DATA TO USE section start
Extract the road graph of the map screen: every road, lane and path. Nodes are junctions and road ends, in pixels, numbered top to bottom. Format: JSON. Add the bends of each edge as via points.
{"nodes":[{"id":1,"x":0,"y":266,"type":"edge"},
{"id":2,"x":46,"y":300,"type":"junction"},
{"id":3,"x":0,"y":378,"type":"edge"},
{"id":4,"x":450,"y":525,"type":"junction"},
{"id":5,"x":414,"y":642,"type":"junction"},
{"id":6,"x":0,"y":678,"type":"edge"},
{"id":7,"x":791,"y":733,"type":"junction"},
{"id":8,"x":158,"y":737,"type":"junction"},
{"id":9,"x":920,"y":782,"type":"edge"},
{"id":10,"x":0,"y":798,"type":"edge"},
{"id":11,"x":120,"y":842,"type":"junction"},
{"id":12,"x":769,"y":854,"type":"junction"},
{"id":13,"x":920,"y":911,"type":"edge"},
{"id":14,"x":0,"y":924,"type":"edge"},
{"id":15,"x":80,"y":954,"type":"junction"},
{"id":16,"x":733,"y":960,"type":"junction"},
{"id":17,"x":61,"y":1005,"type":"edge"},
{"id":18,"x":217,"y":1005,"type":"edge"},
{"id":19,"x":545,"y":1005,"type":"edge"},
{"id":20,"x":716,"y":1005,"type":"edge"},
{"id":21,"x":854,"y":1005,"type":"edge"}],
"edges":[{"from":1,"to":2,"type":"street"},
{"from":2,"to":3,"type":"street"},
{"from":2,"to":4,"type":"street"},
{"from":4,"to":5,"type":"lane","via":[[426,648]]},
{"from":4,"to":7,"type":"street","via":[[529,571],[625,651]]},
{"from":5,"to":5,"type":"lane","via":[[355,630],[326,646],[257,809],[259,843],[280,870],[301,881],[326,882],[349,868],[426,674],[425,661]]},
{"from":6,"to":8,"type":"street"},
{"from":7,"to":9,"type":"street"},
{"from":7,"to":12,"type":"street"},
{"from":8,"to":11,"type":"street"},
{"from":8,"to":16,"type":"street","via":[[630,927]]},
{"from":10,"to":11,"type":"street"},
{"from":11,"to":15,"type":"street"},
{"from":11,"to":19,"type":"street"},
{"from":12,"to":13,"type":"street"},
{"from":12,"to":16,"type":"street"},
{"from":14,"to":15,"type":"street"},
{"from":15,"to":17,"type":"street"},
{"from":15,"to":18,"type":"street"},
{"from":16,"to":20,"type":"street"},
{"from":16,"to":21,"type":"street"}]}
DATA TO USE section end
Word for word, restate each line of the material.

Extract the road graph of the map screen: every road, lane and path. Nodes are junctions and road ends, in pixels, numbered top to bottom. Format: JSON. Add the bends of each edge as via points.
{"nodes":[{"id":1,"x":0,"y":266,"type":"edge"},
{"id":2,"x":46,"y":300,"type":"junction"},
{"id":3,"x":0,"y":378,"type":"edge"},
{"id":4,"x":450,"y":525,"type":"junction"},
{"id":5,"x":414,"y":642,"type":"junction"},
{"id":6,"x":0,"y":678,"type":"edge"},
{"id":7,"x":791,"y":733,"type":"junction"},
{"id":8,"x":158,"y":737,"type":"junction"},
{"id":9,"x":920,"y":782,"type":"edge"},
{"id":10,"x":0,"y":798,"type":"edge"},
{"id":11,"x":120,"y":842,"type":"junction"},
{"id":12,"x":769,"y":854,"type":"junction"},
{"id":13,"x":920,"y":911,"type":"edge"},
{"id":14,"x":0,"y":924,"type":"edge"},
{"id":15,"x":80,"y":954,"type":"junction"},
{"id":16,"x":733,"y":960,"type":"junction"},
{"id":17,"x":61,"y":1005,"type":"edge"},
{"id":18,"x":217,"y":1005,"type":"edge"},
{"id":19,"x":545,"y":1005,"type":"edge"},
{"id":20,"x":716,"y":1005,"type":"edge"},
{"id":21,"x":854,"y":1005,"type":"edge"}],
"edges":[{"from":1,"to":2,"type":"street"},
{"from":2,"to":3,"type":"street"},
{"from":2,"to":4,"type":"street"},
{"from":4,"to":5,"type":"lane","via":[[426,648]]},
{"from":4,"to":7,"type":"street","via":[[529,571],[625,651]]},
{"from":5,"to":5,"type":"lane","via":[[355,630],[326,646],[257,809],[259,843],[280,870],[301,881],[326,882],[349,868],[426,674],[425,661]]},
{"from":6,"to":8,"type":"street"},
{"from":7,"to":9,"type":"street"},
{"from":7,"to":12,"type":"street"},
{"from":8,"to":11,"type":"street"},
{"from":8,"to":16,"type":"street","via":[[630,927]]},
{"from":10,"to":11,"type":"street"},
{"from":11,"to":15,"type":"street"},
{"from":11,"to":19,"type":"street"},
{"from":12,"to":13,"type":"street"},
{"from":12,"to":16,"type":"street"},
{"from":14,"to":15,"type":"street"},
{"from":15,"to":17,"type":"street"},
{"from":15,"to":18,"type":"street"},
{"from":16,"to":20,"type":"street"},
{"from":16,"to":21,"type":"street"}]}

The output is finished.